Dopo il recente 25esimo anniversario della dichiarazione d’indipendenza dall’Unione Sovietica, un’altra importante ricorrenza si avvicina per il Turkmenistan. Il 21 dicembre 2006, infatti, scompariva Saparmyrat Nyazov, padre padrone della Repubblica centro asiatica, la cui uscita di scena spianò la strada alla salita al potere dell’attuale presidente, Gurbanguly Berdymukhammedov.
Alla guida del quarto gigante energetico mondiale in quanto a riserve di gas naturale, stimate in 17mila miliardi di metri cubi, Berdymukhammedov si è trovato a dover gestire, dal punto di vista della politica estera del paese, una situazione che vedeva quest’ultimo quasi completamente isolato rispetto al sistema internazionale, se si esclude lo strettissimo, rapporto con la Federazione Russa.
Sulla base dell’ottenimento, nel 1995, del riconoscimento ufficiale da parte delle Nazioni Unite dello status di neutralità permanente – concetto mai chiaramente definito nei suoi concreti risvolti pratici – Nyazov portò avanti, infatti, una politica estera rigidamente isolazionista, se si eccettua, almeno in parte, l’ambito energetico: obiettivo ultimo di tale modus operandi, e una costante nel modello turkmeno di gestione del potere, fu principalmente quello di garantire la sopravvivenza del regime di Ashgabat, attraverso la via privilegiata di ridurre al minimo le potenziali influenze ritenute negative sulla sfera domestica.
A partire dal dicembre 2006, importanti cambiamenti si sono registrati relativamente alla politica estera turkmena: utilizzando, al contrario di Nyazov, lo status di neutralità permanente come giustificazione teorica per la messa in campo di una politica estera dinamica e multi-vettoriale, Berdymukhammedov ha tentato, avendo comunque come stella polare la sopravvivenza del regime, di ridurre l’isolamento internazionale del Turkmenistan e di capitalizzarne i punti di forza.
Il settore in cui tale dinamica ha avuto modo di operare con maggiore profondità – con lo spostamento dell’asse strategico da Mosca a Pechino – è stato quello energetico: le entrate ottenute dalla vendita di gas naturale, che rappresentano il 35% del Pil, il 90% delle esportazioni e l’80% delle entrate fiscali [1], sono infatti la principale fonte di sostentamento per il sistema di potere clientelare e di natura clanico-tribale che ruota attorno al leader al potere, fattore che spiega l’attenzione prestata a tale dimensione.
Per questo motivo Berdymukhammedov ha cercato di aumentare le rotte di esportazione a disposizione del paese, limitate a causa, da un lato, di una localizzazione geografica particolarmente sfortunata e, dall’altro, di un contesto politico, sociale ed economico non in grado di attrarre investitori internazionali.
Nonostante questi limiti, nel 2009 è entrata in funzione un’opera fondamentale per il Turkmenistan, il gasdotto Asia Centrale – Cina: ampliato nel 2010 e nel 2012, esso ha permesso ad Ashgabat di interrompere il monopsonio della Russia – e del sistema infrastrutturale di eredità sovietica – sulle proprie esportazioni, garantendo l’accesso al mercato cinese.

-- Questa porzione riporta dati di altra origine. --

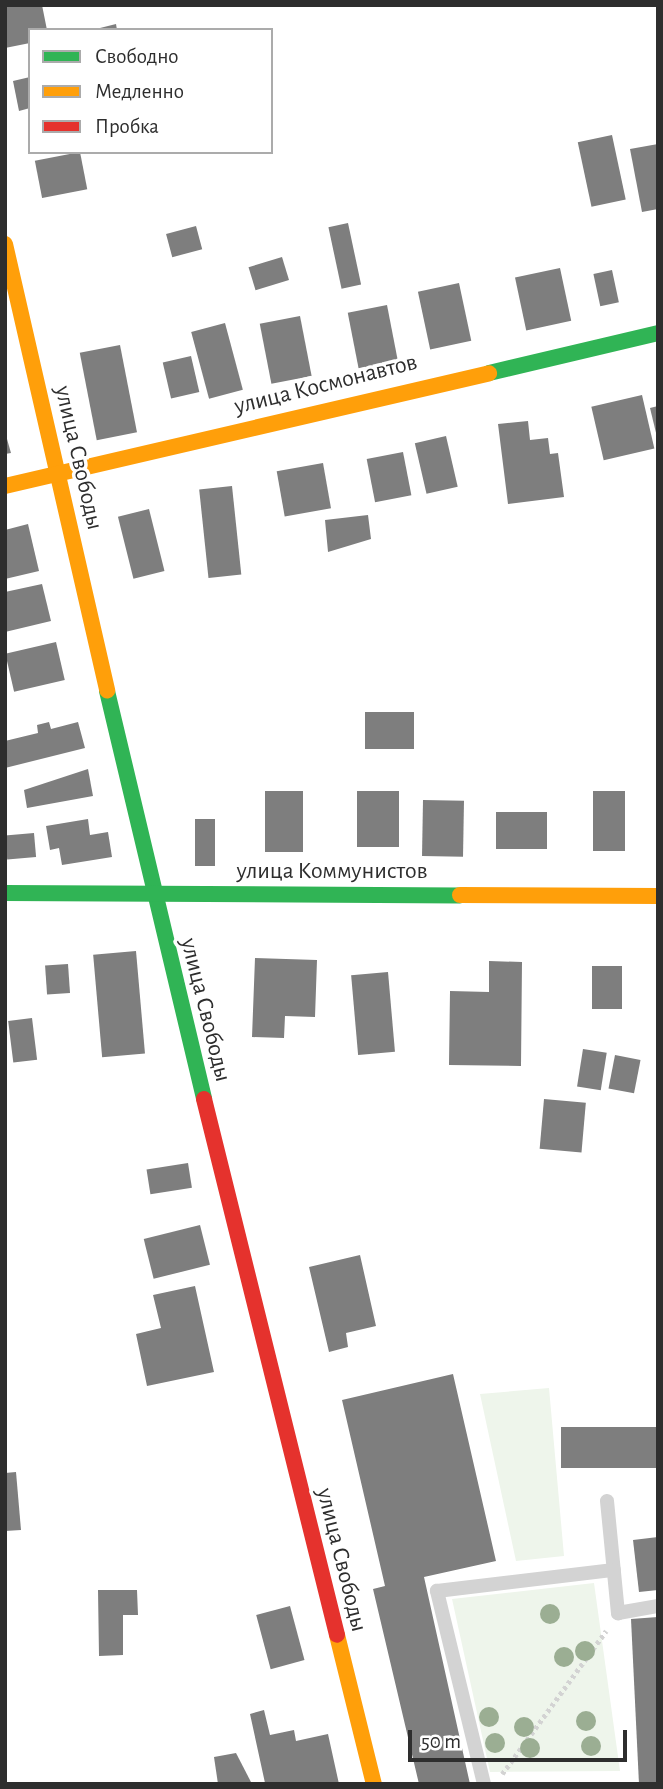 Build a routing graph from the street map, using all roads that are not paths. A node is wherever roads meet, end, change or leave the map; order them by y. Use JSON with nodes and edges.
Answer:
{"nodes":[{"id":1,"x":5,"y":244,"type":"edge"},
{"id":2,"x":658,"y":333,"type":"edge"},
{"id":3,"x":59,"y":473,"type":"junction"},
{"id":4,"x":5,"y":486,"type":"edge"},
{"id":5,"x":5,"y":893,"type":"edge"},
{"id":6,"x":153,"y":895,"type":"junction"},
{"id":7,"x":658,"y":896,"type":"edge"},
{"id":8,"x":607,"y":1501,"type":"dead end"},
{"id":9,"x":614,"y":1570,"type":"junction"},
{"id":10,"x":658,"y":1606,"type":"edge"},
{"id":11,"x":374,"y":1784,"type":"edge"},
{"id":12,"x":484,"y":1784,"type":"edge"}],
"edges":[{"from":1,"to":3,"type":"street","name":"улица Свободы"},
{"from":2,"to":3,"type":"street","name":"улица Космонавтов"},
{"from":3,"to":4,"type":"street","name":"улица Космонавтов"},
{"from":3,"to":6,"type":"street","name":"улица Свободы"},
{"from":5,"to":6,"type":"street","name":"улица Коммунистов"},
{"from":6,"to":7,"type":"street","name":"улица Коммунистов"},
{"from":6,"to":11,"type":"street","name":"улица Свободы"},
{"from":8,"to":9,"type":"lane"},
{"from":9,"to":10,"type":"lane"},
{"from":9,"to":12,"type":"lane"}]} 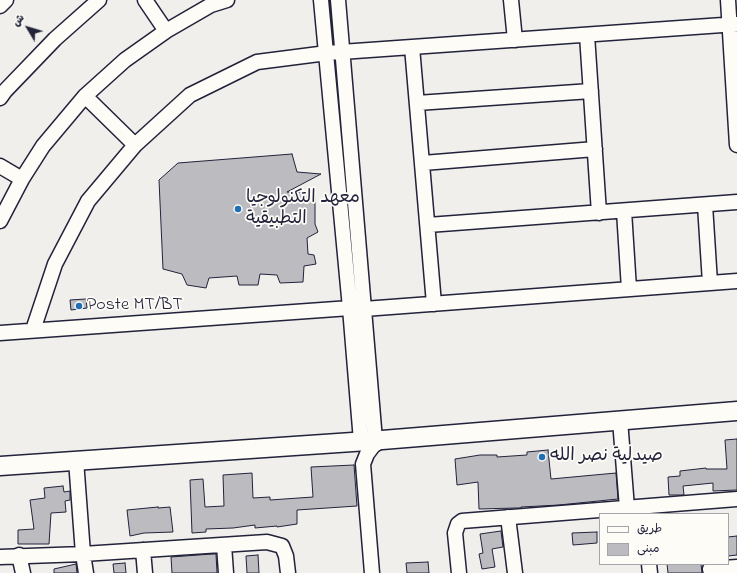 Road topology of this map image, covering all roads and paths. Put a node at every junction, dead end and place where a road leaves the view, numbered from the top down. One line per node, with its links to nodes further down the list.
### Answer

Ciò ha consentito che l’interscambio con la Cina sia arrivato a coprire nel 2013 quasi il 50% del commercio internazionale complessivo del Turkmenistan, grazie anche all’acquisto da parte di Pechino del 60% del gas naturale – 24,4 miliardi di metri cubi su un totale di poco più di 40 – esportato dal paese nello stesso anno [2]. L’entrata in funzione della condotta, per quanto ascrivibile all’eredità di Nyazov (l’intesa principale per la sua realizzazione venne siglata nell’aprile 2006), ha rappresentato uno snodo strategico provvidenziale per il Turkmenistan, in un momento in cui le esportazioni verso la Federazione Russa iniziavano a subire un calo.

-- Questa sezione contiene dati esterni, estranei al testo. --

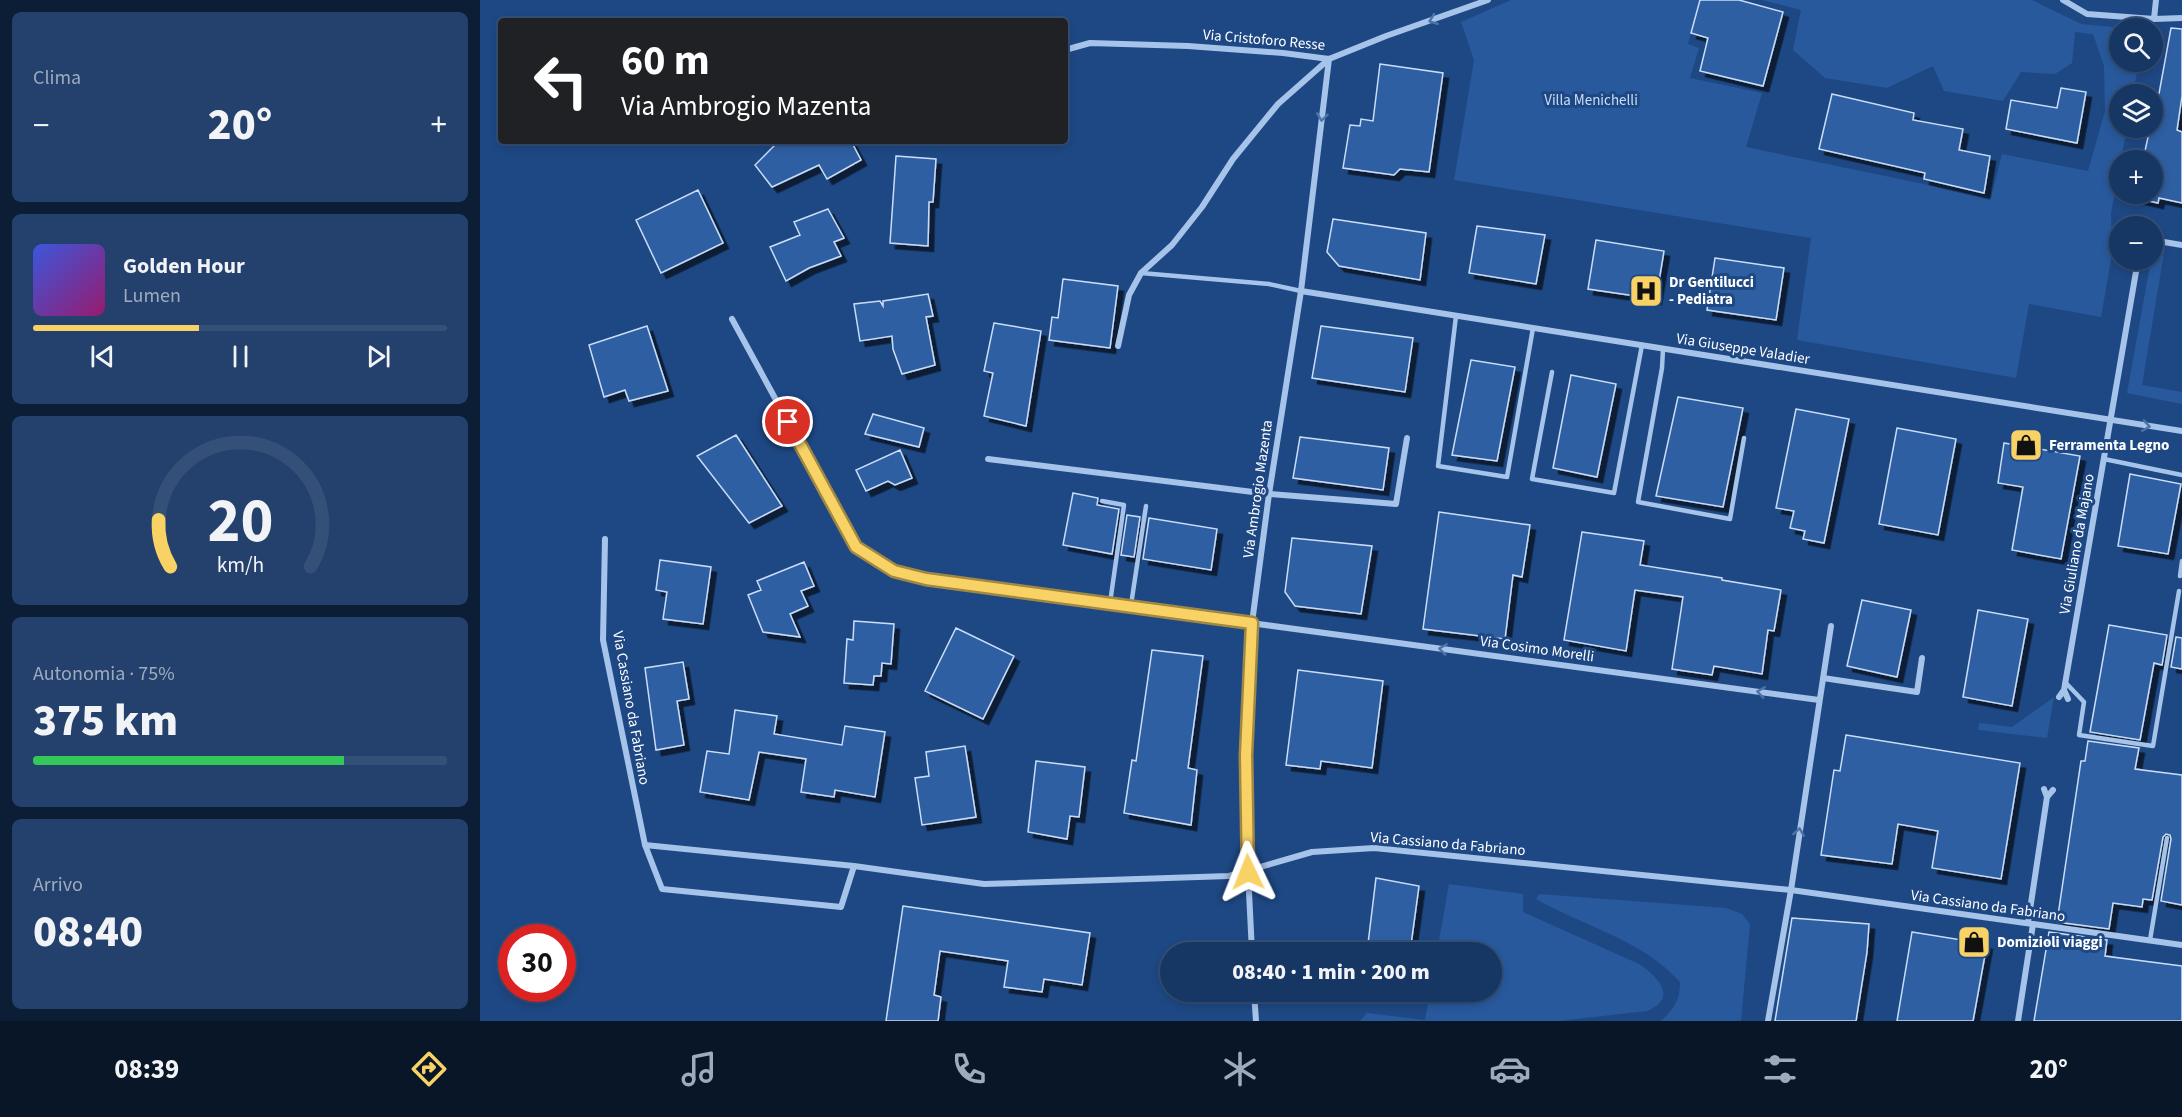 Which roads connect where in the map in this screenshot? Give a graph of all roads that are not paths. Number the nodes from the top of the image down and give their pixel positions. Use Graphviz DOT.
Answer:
graph roads {
  1 [pos="1488,0"];
  2 [pos="2063,0"];
  3 [pos="2156,0"];
  4 [pos="2141,18"];
  5 [pos="2154,18"];
  6 [pos="2182,18"];
  7 [pos="2163,19"];
  8 [pos="1068,49"];
  9 [pos="1329,59"];
  10 [pos="2163,242"];
  11 [pos="2182,245"];
  12 [pos="2136,270"];
  13 [pos="1141,273"];
  14 [pos="1301,291"];
  15 [pos="1456,316"];
  16 [pos="732,318"];
  17 [pos="1533,328"];
  18 [pos="1642,345"];
  19 [pos="1118,346"];
  20 [pos="1663,349"];
  21 [pos="1552,372"];
  22 [pos="2110,420"];
  23 [pos="2182,431"];
  24 [pos="1407,438"];
  25 [pos="1744,438"];
  26 [pos="988,459"];
  27 [pos="2104,459"];
  28 [pos="2182,475"];
  29 [pos="1269,494"];
  30 [pos="1102,501"];
  31 [pos="1146,506"];
  32 [pos="605,538"];
  33 [pos="2182,561"];
  34 [pos="2180,576"];
  35 [pos="2179,591"];
  36 [pos="1110,603"];
  37 [pos="1131,605"];
  38 [pos="1252,623"];
  39 [pos="1831,626"];
  40 [pos="1922,658"];
  41 [pos="1823,678"];
  42 [pos="2065,682"];
  43 [pos="2064,690"];
  44 [pos="2059,697"];
  45 [pos="2068,699"];
  46 [pos="1819,700"];
  47 [pos="2044,789"];
  48 [pos="2053,790"];
  49 [pos="2047,797"];
  50 [pos="2167,838"];
  51 [pos="645,844"];
  52 [pos="854,866"];
  53 [pos="1248,872"];
  54 [pos="1791,890"];
  55 [pos="2030,924"];
  56 [pos="2150,940"];
  57 [pos="1252,942"];
  58 [pos="2182,945"];
  59 [pos="1255,1002"];
  60 [pos="1256,1021"];
  61 [pos="1768,1021"];
  62 [pos="2018,1021"];
  1 -- 9 [label="street, Via Cristoforo Resse, one-way"];
  2 -- 4 [label="street"];
  3 -- 5 [label="street"];
  6 -- 7 [label="street"];
  8 -- 9 [label="street, Via Cristoforo Resse"];
  9 -- 13 [label="street"];
  9 -- 14 [label="street, Via Ambrogio Mazenta, one-way"];
  10 -- 11 [label="street"];
  12 -- 22 [label="street, Via Giuliano da Majano"];
  13 -- 14 [label="lane"];
  13 -- 19 [label="street"];
  14 -- 15 [label="street, Via Giuseppe Valadier"];
  14 -- 29 [label="street, Via Ambrogio Mazenta"];
  15 -- 17 [label="street, Via Giuseppe Valadier"];
  15 -- 17 [label="lane"];
  16 -- 36 [label="street"];
  17 -- 18 [label="street, Via Giuseppe Valadier"];
  18 -- 20 [label="street, Via Giuseppe Valadier"];
  18 -- 21 [label="lane"];
  20 -- 22 [label="street, Via Giuseppe Valadier"];
  20 -- 25 [label="lane"];
  22 -- 23 [label="street, Via Giuseppe Valadier, one-way"];
  22 -- 27 [label="street, Via Giuliano da Majano"];
  24 -- 29 [label="street"];
  26 -- 29 [label="street"];
  27 -- 28 [label="lane"];
  27 -- 42 [label="street, Via Giuliano da Majano"];
  29 -- 38 [label="street, Via Ambrogio Mazenta"];
  30 -- 36 [label="lane"];
  31 -- 37 [label="lane"];
  32 -- 51 [label="street, Via Cassiano da Fabriano"];
  33 -- 34 [label="lane"];
  35 -- 42 [label="lane"];
  36 -- 37 [label="street"];
  37 -- 38 [label="street"];
  46 -- 38 [label="street, Via Cosimo Morelli, one-way"];
  38 -- 53 [label="street, Via Ambrogio Mazenta"];
  39 -- 41 [label="street"];
  40 -- 41 [label="street"];
  41 -- 46 [label="street"];
  42 -- 43 [label="street, Via Giuliano da Majano"];
  43 -- 44 [label="street, Via Giuliano da Majano"];
  43 -- 45 [label="street"];
  54 -- 46 [label="street, one-way"];
  47 -- 49 [label="street"];
  48 -- 49 [label="street"];
  49 -- 55 [label="street"];
  50 -- 56 [label="lane"];
  51 -- 52 [label="street, Via Cassiano da Fabriano"];
  51 -- 52 [label="street, Via Cassiano da Fabriano"];
  52 -- 53 [label="street, Via Cassiano da Fabriano"];
  53 -- 54 [label="street, Via Cassiano da Fabriano"];
  53 -- 57 [label="street, Via Ambrogio Mazenta"];
  54 -- 55 [label="street, Via Cassiano da Fabriano"];
  54 -- 61 [label="street"];
  55 -- 56 [label="street, Via Cassiano da Fabriano"];
  55 -- 62 [label="street"];
  56 -- 58 [label="street, Via Cassiano da Fabriano"];
  59 -- 60 [label="street"];
}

Nel periodo compreso tra il 2009 e il 2014, infatti, esse si attestarono su una quota di circa 10-11 miliardi di metri cubi all’anno, ben al di sotto di quanto stabilito dall’accordo sottoscritto nel dicembre 2009 tra Ashgabat e Mosca, che aveva previsto a regime una fornitura annua di 70-80 miliardi di metri cubi di metano. La situazione è in seguito precipitata: nel 2015, Gazprom annunciò che gli acquisti russi di gas naturale turkmeno si sarebbero attestati a 4 miliardi di metri cubi, e all’inizio del 2016 essi sono stati completamente interrotti, lasciando il Turkmenistan con sole due rotte di esportazione, rispettivamente verso la Cina e l’Iran (sempre più propenso a sfruttare le proprie risorse energetiche sia per il consumo interno che per le esportazioni).
Se si considera che la vendita di gas naturale alla Repubblica Popolare serve soprattutto per ripagare i cospicui prestiti ottenuti finora da Ashgabat da parte di Pechino [3], e che i tentativi di Berdymukhammedov di ampliare le rotte di esportazione a disposizione del paese – soprattutto in direzione ovest verso l’Europa e in direzione sud-est verso il subcontinente indiano – non si sono al momento neanche lontanamente concretizzati, si comprende facilmente la causa della gravissima crisi economica che in questi mesi sta attraversando il paese.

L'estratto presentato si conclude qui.